§ WHAT THE TASK REQUIRES: Count every line in the data below that includes "Љубице", and give only the result.

§ GIVEN ENTRIES:
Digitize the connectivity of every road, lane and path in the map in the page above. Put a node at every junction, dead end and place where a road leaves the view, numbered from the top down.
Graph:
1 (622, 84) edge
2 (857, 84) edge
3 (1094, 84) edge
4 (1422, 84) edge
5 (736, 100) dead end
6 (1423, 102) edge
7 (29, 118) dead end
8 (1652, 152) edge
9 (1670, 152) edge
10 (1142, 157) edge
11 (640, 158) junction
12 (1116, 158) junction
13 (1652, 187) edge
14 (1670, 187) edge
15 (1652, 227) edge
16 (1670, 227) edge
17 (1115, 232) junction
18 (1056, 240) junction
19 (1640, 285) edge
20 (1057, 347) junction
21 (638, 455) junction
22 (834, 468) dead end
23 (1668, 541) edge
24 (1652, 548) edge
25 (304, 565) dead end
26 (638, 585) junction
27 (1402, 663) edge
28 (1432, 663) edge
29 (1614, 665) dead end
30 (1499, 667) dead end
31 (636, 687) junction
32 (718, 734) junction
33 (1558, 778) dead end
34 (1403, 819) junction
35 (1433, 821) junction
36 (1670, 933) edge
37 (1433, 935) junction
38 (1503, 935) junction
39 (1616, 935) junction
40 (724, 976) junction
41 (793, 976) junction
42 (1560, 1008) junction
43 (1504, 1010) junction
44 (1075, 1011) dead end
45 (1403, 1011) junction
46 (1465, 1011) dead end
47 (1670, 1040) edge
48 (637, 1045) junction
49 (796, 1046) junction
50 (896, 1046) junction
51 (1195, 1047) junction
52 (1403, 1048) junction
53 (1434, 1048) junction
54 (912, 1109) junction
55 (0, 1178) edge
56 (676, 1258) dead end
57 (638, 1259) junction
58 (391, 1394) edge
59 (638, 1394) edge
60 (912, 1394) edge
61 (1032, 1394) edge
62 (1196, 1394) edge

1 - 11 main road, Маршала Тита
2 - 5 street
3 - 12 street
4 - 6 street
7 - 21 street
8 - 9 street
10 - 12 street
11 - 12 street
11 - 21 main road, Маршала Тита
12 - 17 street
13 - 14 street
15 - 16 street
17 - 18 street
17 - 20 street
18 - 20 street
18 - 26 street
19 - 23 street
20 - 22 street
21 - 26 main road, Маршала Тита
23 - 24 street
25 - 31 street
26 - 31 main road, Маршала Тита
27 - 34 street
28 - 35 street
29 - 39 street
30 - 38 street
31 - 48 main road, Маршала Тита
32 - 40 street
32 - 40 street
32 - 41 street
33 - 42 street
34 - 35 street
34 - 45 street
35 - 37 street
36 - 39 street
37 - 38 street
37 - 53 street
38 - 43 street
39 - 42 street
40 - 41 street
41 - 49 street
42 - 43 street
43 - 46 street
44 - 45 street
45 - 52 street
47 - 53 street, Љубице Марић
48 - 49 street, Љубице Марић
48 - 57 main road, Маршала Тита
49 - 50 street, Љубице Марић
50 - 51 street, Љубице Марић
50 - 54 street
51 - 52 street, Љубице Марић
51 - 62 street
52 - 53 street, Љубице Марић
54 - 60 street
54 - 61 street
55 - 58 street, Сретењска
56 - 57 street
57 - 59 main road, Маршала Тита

§ SOLUTION FOR THIS EXERCISE: 6